**Task description:**
Keep the wording of every entry exactly as it is while leaving the pictures out of your copy.

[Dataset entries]
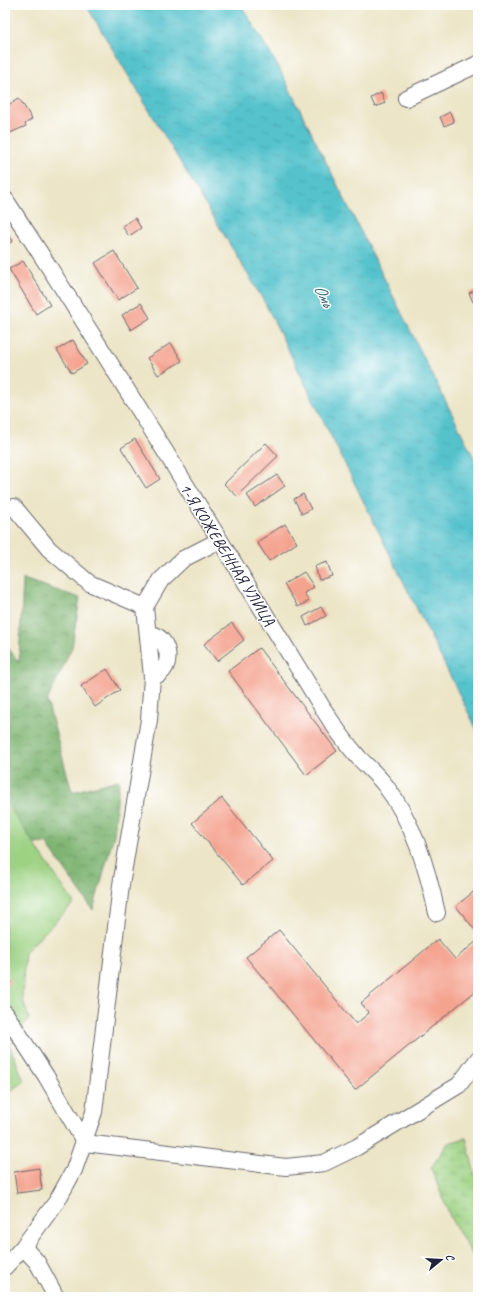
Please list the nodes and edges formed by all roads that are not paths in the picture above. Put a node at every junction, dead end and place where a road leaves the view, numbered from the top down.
1 (478, 64) edge
2 (406, 98) dead end
3 (5, 199) edge
4 (14, 507) dead end
5 (220, 540) junction
6 (145, 608) junction
7 (437, 913) dead end
8 (5, 1013) edge
9 (478, 1059) edge
10 (85, 1143) junction
11 (23, 1247) junction
12 (5, 1267) edge
13 (56, 1297) edge

1 - 2 street
3 - 5 street, 1-Я КОЖЕВЕННАЯ УЛИЦА
4 - 6 street
5 - 6 street
5 - 7 street, 1-Я КОЖЕВЕННАЯ УЛИЦА
6 - 10 street
8 - 10 street
9 - 10 street
10 - 11 street
11 - 12 street
11 - 13 street

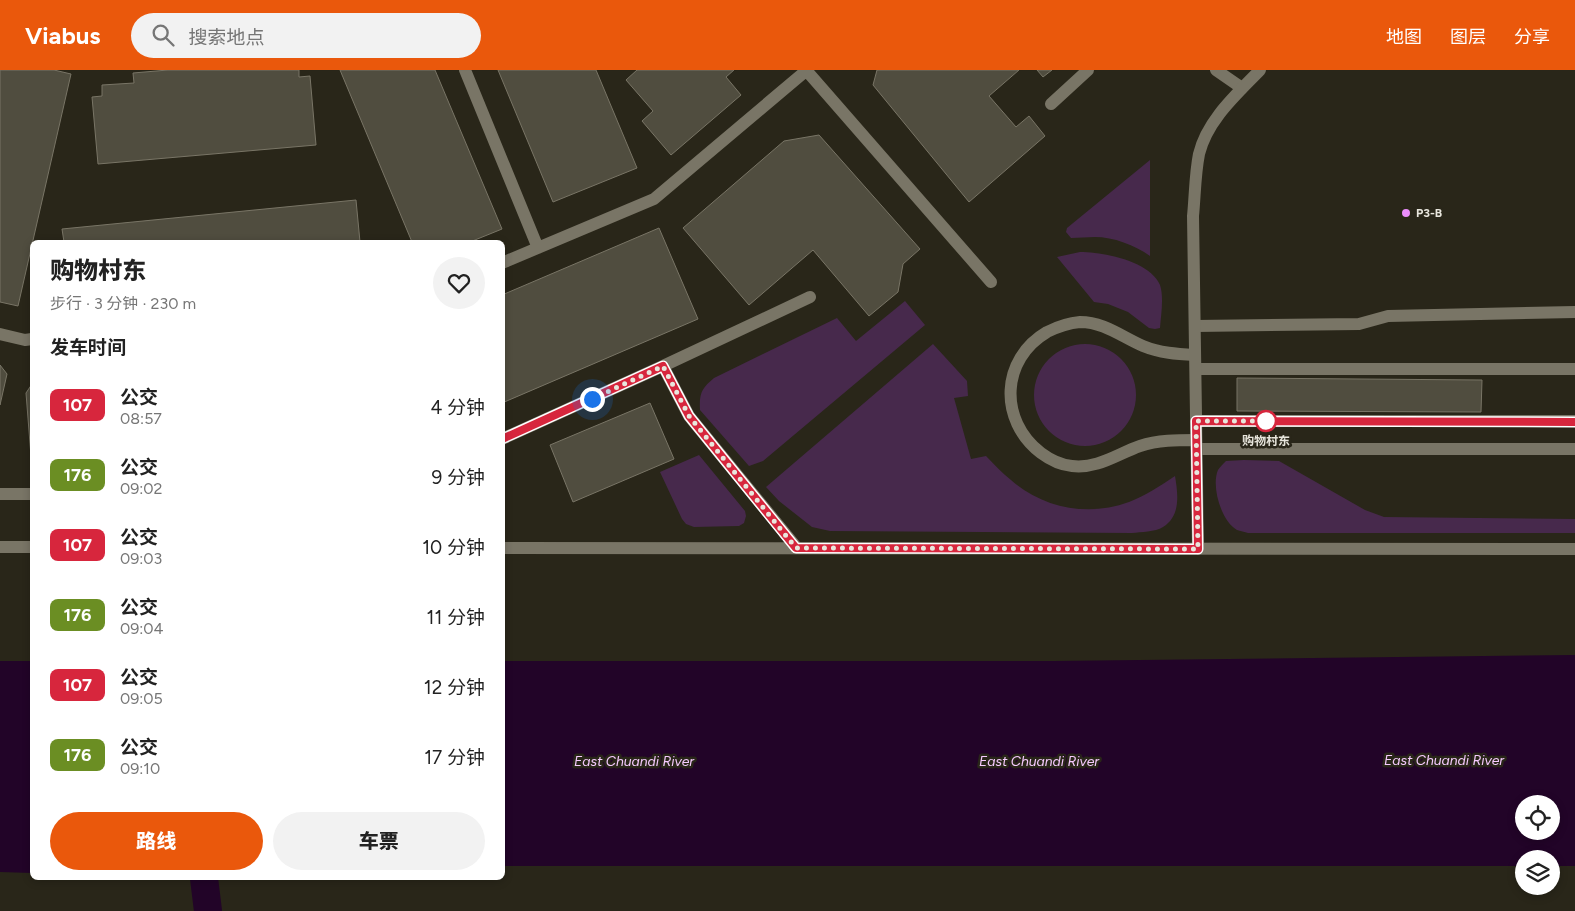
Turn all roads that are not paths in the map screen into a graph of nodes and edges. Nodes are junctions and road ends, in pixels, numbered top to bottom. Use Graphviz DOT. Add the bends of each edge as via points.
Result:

**Response box:**
Please list the nodes and edges formed by all roads that are not paths in the picture above. Put a node at every junction, dead end and place where a road leaves the view, numbered from the top down.
1 (478, 64) edge
2 (406, 98) dead end
3 (5, 199) edge
4 (14, 507) dead end
5 (220, 540) junction
6 (145, 608) junction
7 (437, 913) dead end
8 (5, 1013) edge
9 (478, 1059) edge
10 (85, 1143) junction
11 (23, 1247) junction
12 (5, 1267) edge
13 (56, 1297) edge

1 - 2 street
3 - 5 street, 1-Я КОЖЕВЕННАЯ УЛИЦА
4 - 6 street
5 - 6 street
5 - 7 street, 1-Я КОЖЕВЕННАЯ УЛИЦА
6 - 10 street
8 - 10 street
9 - 10 street
10 - 11 street
11 - 12 street
11 - 13 street

Turn all roads that are not paths in the map screen into a graph of nodes and edges. Nodes are junctions and road ends, in pixels, numbered top to bottom. Use Graphviz DOT. Add the bends of each edge as via points.
Result:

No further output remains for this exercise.